- Xiyan Town Location in Hunan
- Coordinates: 26°37′25″N 110°29′14″E﻿ / ﻿26.623665°N 110.487155°E
- Country: China
- Province: Hunan
- Prefecture: Shaoyang
- Autonomous county: Chengbu Miao Autonomous County

Area
- • Total: 150 km^{2} (58 sq mi)

Population (2015)
- • Total: 54,200
- • Density: 360/km^{2} (940/sq mi)
- Time zone: UTC+08:00 (China Standard)
- Postal code: 422504
- Area code: 0739

Chinese name
- Traditional Chinese: 西岩鎮
- Simplified Chinese: 西岩镇

Standard Mandarin
- Hanyu Pinyin: Xīyán Zhèn

= Xiyan, Chengbu =

Xiyan (西岩镇) is a rural town in Chengbu Miao Autonomous County, Hunan, China. As of the 2015 census it had a population of 54,200 and an area of 150 km2. The town shares a border with Jinzi Township to the west, Weixi Township to the east, Dengyuantai Town to the north, and Maoping Town to the south.

==Name==
The name of "Xiyan" derives from Xiyan Temple (西岩寺), a Buddhist temple located at the foot of Lion Rock (狮子岩).

==History==
In March 2002, archaeologists excavated a late Neolithic site in Chaoyuanli (朝园里) of the town, unearthed pottery and stone tools, proving that human existence existed as early as 4000 years ago.

In 1995, the five townships of Jinzi (金紫乡), Ziyuan (资源乡), Sanshui (三水乡), Yongfeng (永丰乡) and Huaqiao (花桥乡) merged into Xiyan Town.

==Administrative divisions==
As of 2015, the town is divided into 2 communities: the 1st Community (第一居委会) and 2nd Community (第二居委会), and 24 villages: Shilong (石龙村), Dengta (灯塔村), Biyun (碧云村), Lianxin (联心村), Jiangshi (江石村), Liantang (联塘村), Chenshi (陈石村), Changkang (长康村), Xingsong (兴松村), Yongfeng (永丰村), Zijiang (资江村), Zishui (资水村), Sanshui (三水村), Pingtang (坪塘村), Jinsha (金沙村), Taitang (太塘村), Luoshui (落水村), Lianhe (联合村), Sanhe (三合村), Huaqiao (花桥村), Yangtian (杨田村), Xiaoshi (小石村), Yuanshui (源水村), Yangjiashan (杨家山村).

==Geography==
The town is located in the northeast of Chengbu Miao Autonomous County. It has a total area of 150 km2, of which 142 km2 is land and 8 km2 is water.

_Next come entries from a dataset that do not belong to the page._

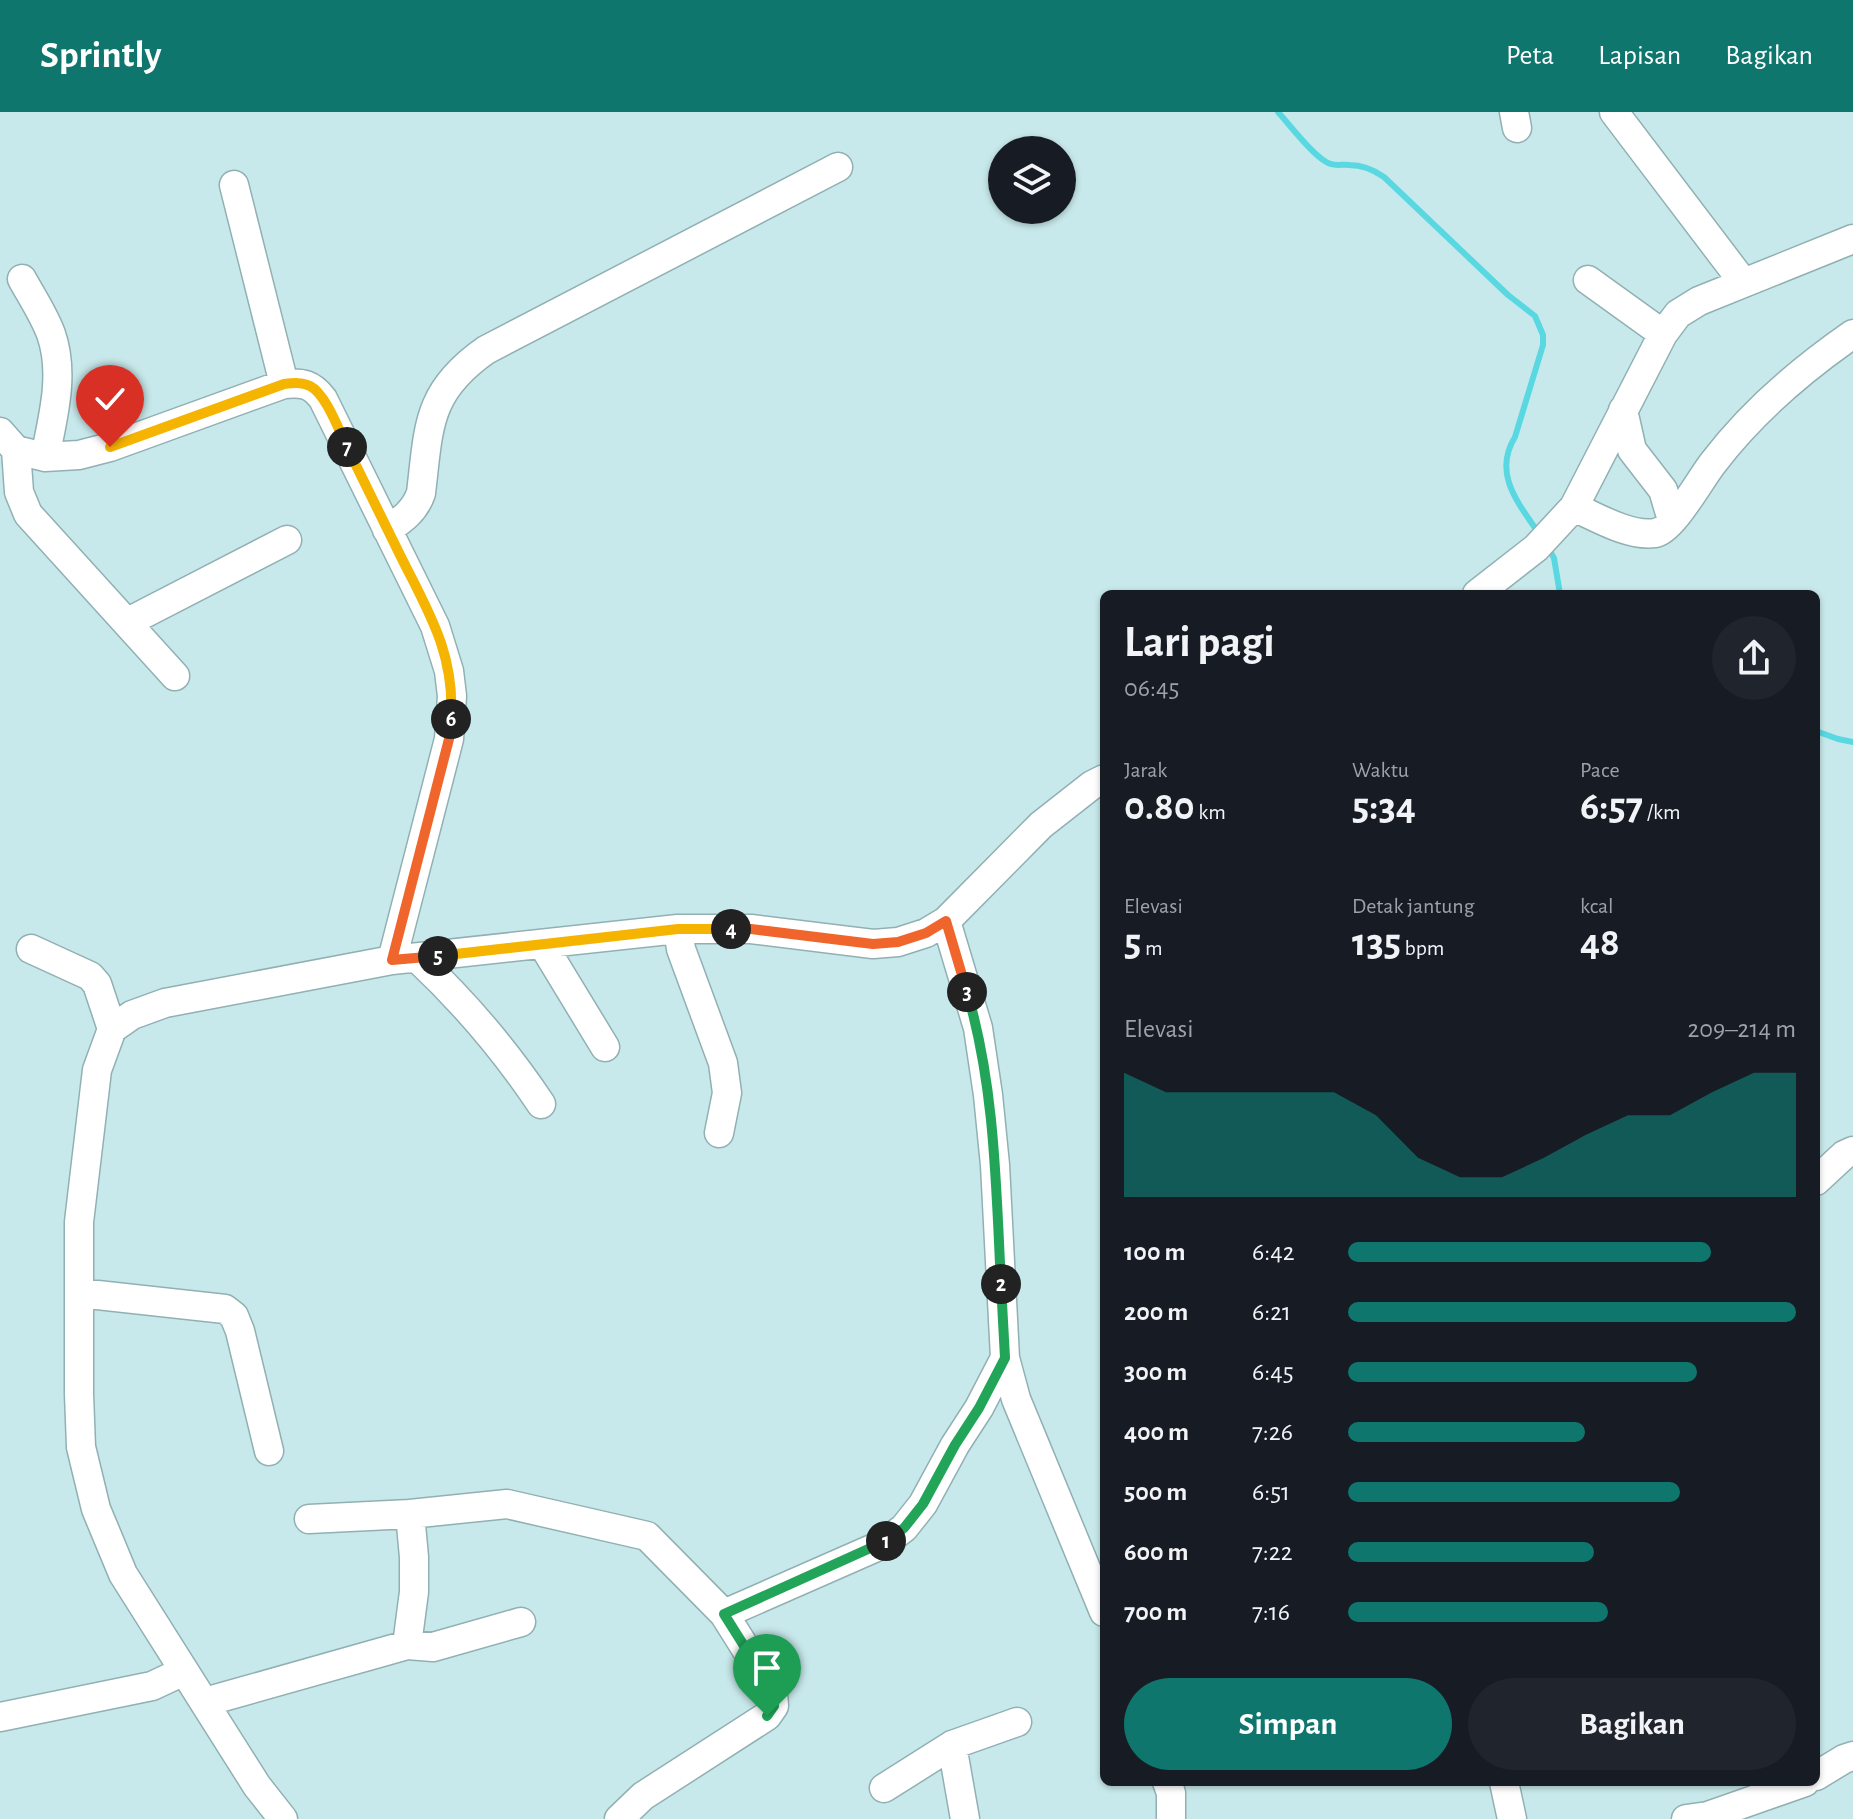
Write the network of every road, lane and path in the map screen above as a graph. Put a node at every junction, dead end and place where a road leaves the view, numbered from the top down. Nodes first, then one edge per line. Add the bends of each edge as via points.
1 (1614, 112) edge
2 (838, 167) dead end
3 (234, 185) dead end
4 (1853, 239) edge
5 (22, 279) dead end
6 (1588, 280) dead end
7 (1743, 282) junction
8 (1663, 334) junction
9 (1853, 334) edge
10 (284, 384) junction
11 (1623, 410) junction
12 (8, 441) edge
13 (45, 457) junction
14 (1566, 516) junction
15 (1672, 520) junction
16 (387, 530) junction
17 (287, 540) dead end
18 (1482, 590) edge
19 (128, 622) junction
20 (175, 676) dead end
21 (1100, 781) edge
22 (946, 921) junction
23 (678, 929) junction
24 (543, 945) junction
25 (31, 949) dead end
26 (405, 959) junction
27 (112, 1029) junction
28 (605, 1047) dead end
29 (541, 1104) dead end
30 (719, 1133) dead end
31 (1853, 1151) edge
32 (1820, 1177) edge
33 (79, 1293) junction
34 (1005, 1358) junction
35 (269, 1451) dead end
36 (410, 1514) junction
37 (309, 1519) dead end
38 (1100, 1602) edge
39 (724, 1614) junction
40 (521, 1622) dead end
41 (407, 1645) junction
42 (184, 1671) junction
43 (205, 1702) junction
44 (0, 1717) edge
45 (1017, 1722) dead end
46 (952, 1745) junction
47 (1853, 1756) edge
48 (1820, 1774) edge
49 (1168, 1786) edge
50 (1505, 1786) edge
51 (1794, 1786) edge
52 (884, 1788) dead end
53 (283, 1819) edge
54 (619, 1819) edge
55 (965, 1819) edge
56 (1171, 1819) edge
57 (1512, 1819) edge
58 (1686, 1819) edge

1 - 7 street
2 - 16 street via 471,361 442,393 428,428 418,501 407,517
3 - 10 street
4 - 7 street
5 - 13 street via 52,336 56,362 56,404
6 - 8 street
7 - 8 street via 1678,314
8 - 11 street
9 - 15 street via 1764,406 1712,463
10 - 13 street via 110,447
10 - 16 street via 309,385 323,399
11 - 14 street
11 - 15 street via 1632,450 1663,490
12 - 13 street
12 - 19 street via 28,514
14 - 15 street via 1656,533
14 - 18 street via 1536,548
16 - 26 street via 435,626 452,696 449,739
17 - 19 street
19 - 20 street
21 - 22 street via 1041,825
22 - 23 street via 912,938 873,944 751,929
22 - 34 street via 978,1028 988,1095
23 - 24 street
23 - 30 street via 723,1063 727,1093
24 - 26 street
24 - 28 street
25 - 27 street via 90,976
26 - 27 street via 165,1003
26 - 29 street via 444,984
27 - 33 street via 97,1070 88,1135 79,1222
31 - 32 street
33 - 35 street via 225,1309 234,1316
33 - 42 street via 81,1447 96,1509 123,1574
34 - 38 street via 1016,1399
34 - 39 street via 923,1504 904,1528 881,1545
36 - 37 street
36 - 39 street via 507,1504 647,1536
36 - 41 street via 414,1580
39 - 54 street via 773,1692 774,1706 767,1716 643,1796
40 - 41 street via 433,1647
41 - 43 street
42 - 43 street
42 - 44 street via 152,1686
43 - 53 street
45 - 46 street
46 - 52 street
46 - 55 street
47 - 48 street
49 - 56 street
50 - 57 street
51 - 58 street

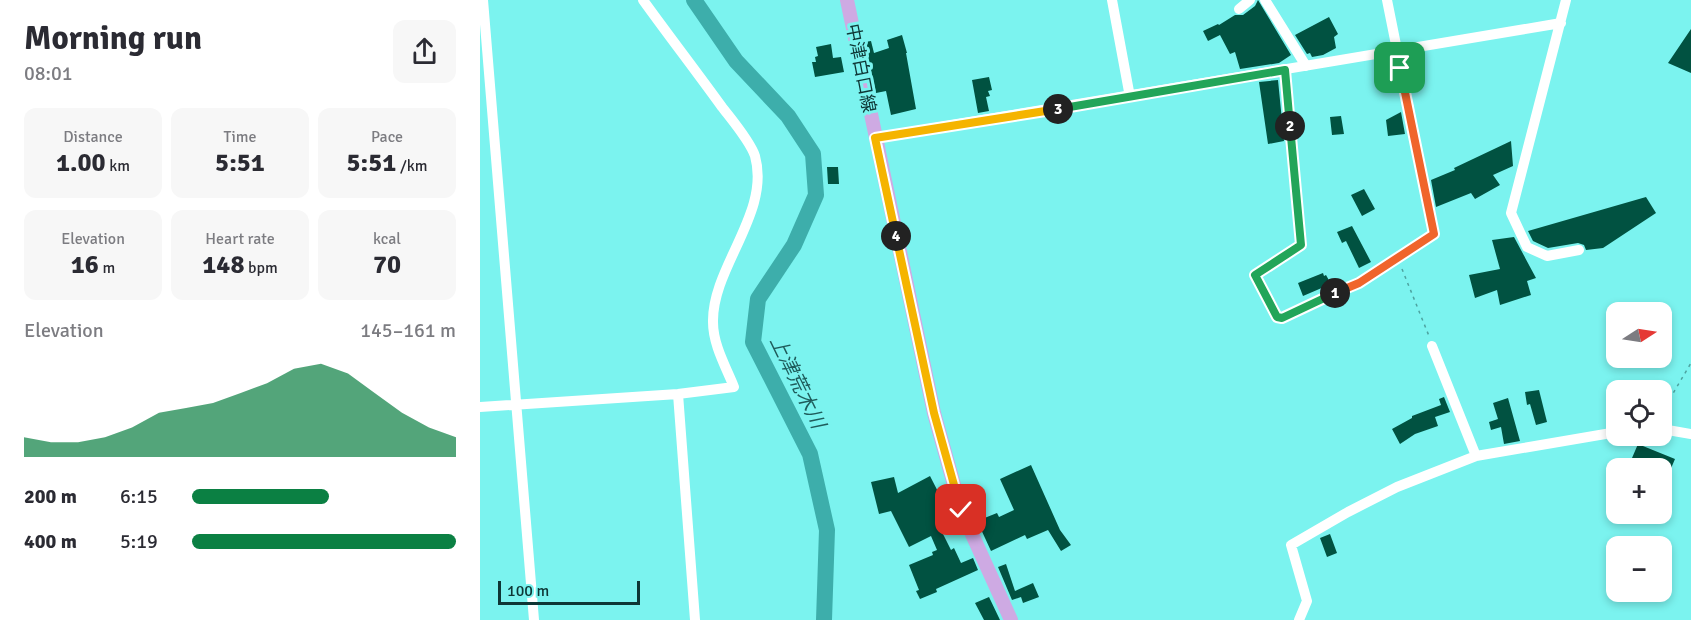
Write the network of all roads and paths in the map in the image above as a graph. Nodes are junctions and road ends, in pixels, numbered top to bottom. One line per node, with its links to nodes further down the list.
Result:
1 (483, 0): 11 (street)
2 (643, 0): 21 (street)
3 (847, 0): 16 (main road, 中津白口線)
4 (1112, 0): 15 (street)
5 (1250, 0): 9 (street)
6 (1265, 0): 13 (street)
7 (1387, 0): 12 (street)
8 (1566, 0): 10 (street)
9 (1239, 9)
10 (1561, 23): 12 (street); 17 (street)
11 (484, 44): 23 (street)
12 (1397, 51): 13 (street); 18 (street)
13 (1306, 66): 14 (street)
14 (1285, 70): 15 (street); 18 (street)
15 (1130, 97): 16 (street)
16 (875, 138): 31 (main road, 中津白口線)
17 (1579, 250)
18 (1397, 257): 19 (path)
19 (1432, 346): 28 (street)
20 (1691, 363): 22 (path)
21 (678, 394): 23 (street); 30 (street)
22 (1672, 395)
23 (517, 404): 24 (street); 29 (street)
24 (480, 406)
25 (1672, 431): 27 (street)
26 (1606, 434): 28 (street)
27 (1691, 434)
28 (1476, 456): 32 (street)
29 (534, 620)
30 (695, 620)
31 (1011, 620)
32 (1299, 620)

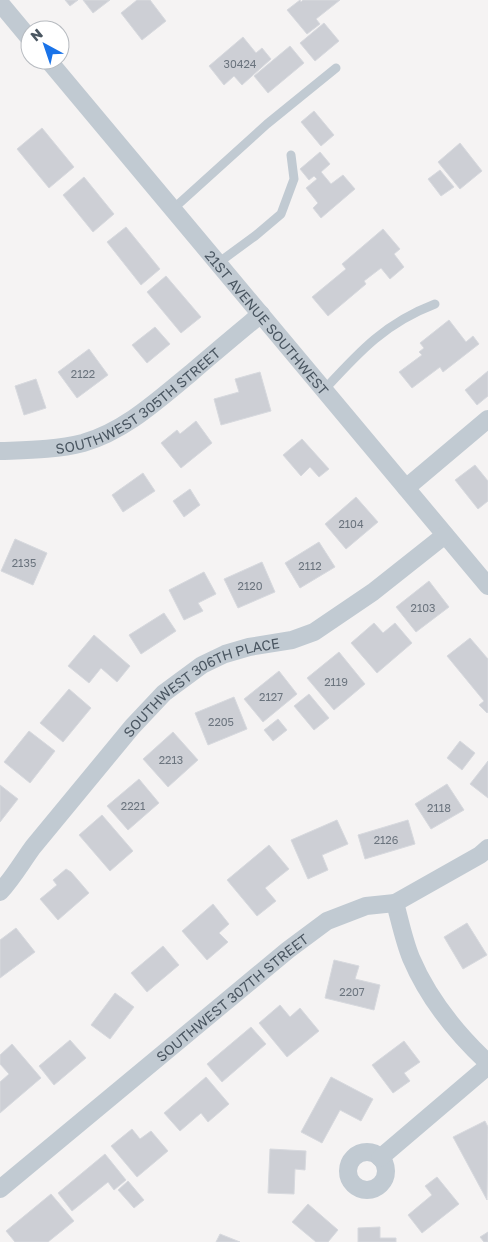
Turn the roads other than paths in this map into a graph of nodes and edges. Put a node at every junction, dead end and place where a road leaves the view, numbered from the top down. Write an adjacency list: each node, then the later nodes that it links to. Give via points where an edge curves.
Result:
1 (0, 3): 2 (street)
2 (20, 27)
3 (336, 68): 6 (lane, via 267,124)
4 (56, 70): 6 (street, 21ST AVENUE SOUTHWEST)
5 (291, 155): 7 (lane, via 294,180 281,214)
6 (173, 209): 7 (street, 21ST AVENUE SOUTHWEST)
7 (218, 263): 9 (street, 21ST AVENUE SOUTHWEST)
8 (435, 304): 10 (lane, via 407,316 376,337)
9 (261, 314): 10 (street, 21ST AVENUE SOUTHWEST); 12 (street, SOUTHWEST 305TH STREET, via 161,398 108,433 83,443)
10 (324, 390): 13 (street, 21ST AVENUE SOUTHWEST)
11 (488, 419): 13 (street)
12 (0, 451)
13 (406, 488): 14 (street, 21ST AVENUE SOUTHWEST)
14 (445, 535): 15 (street, 21ST AVENUE SOUTHWEST); 17 (street, SOUTHWEST 306TH PLACE, via 373,592 314,632 225,654 202,665 164,693 132,727)
15 (487, 582)
16 (488, 848): 18 (street, SOUTHWEST 307TH STREET)
17 (0, 892)
18 (395, 903): 19 (street, via 410,956 424,987 468,1044); 21 (street, SOUTHWEST 307TH STREET, via 366,906 327,921)
19 (488, 1064): 20 (street)
20 (380, 1158)
21 (0, 1189)

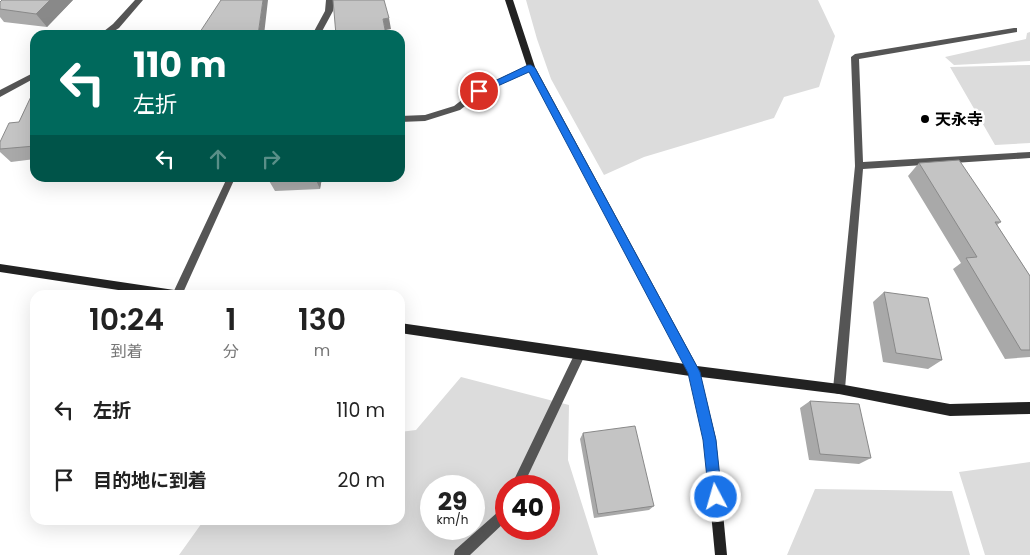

The Wei River (威溪) flows through the town.

===Climate===
The town has a subtropical humid climate and exhibits four distinct seasons, with an average annual temperature of 18 C. Summer is cool and winter is warm.

==Demographics==
In December 2015, the town had an estimated population of 54,200 and a population density of 361 persons per km2. Miao people is the dominant ethnic group in the town, accounting for 34,000, accounting for 64.19%. There are also 12 ethnic groups, such as Dong, Hui, Yao and Li people. Among them, there are 11,500 Han people (21.40%) and 8,800 Dong, Yao, Hui and Li people (16.30%).

==Economy==
The region abounds with zinc, cadmium, manganese, phosphorus and molybdenum.

==Transportation==
The town is connected to two highways: S86 Wugang-Jingzhou Expressway, which heads west to Tongdao Dong Autonomous County and east to downtown Wugang city, and Provincial Highway S219, which heads south to Maoping Town, Jiangfang Township, Rulin Town, Dingping Township and east to downtown Wugang city.

==Notable people==
- Yang Zaixing (1081 - 1140), a Song dynasty general under Yue Fei, known for his ferocity in battles.
- Gong Jichang (龚继昌), a general in the late Qing dynasty.
- Duan Menghui (段梦晖; 1907 - 1981), a journalist.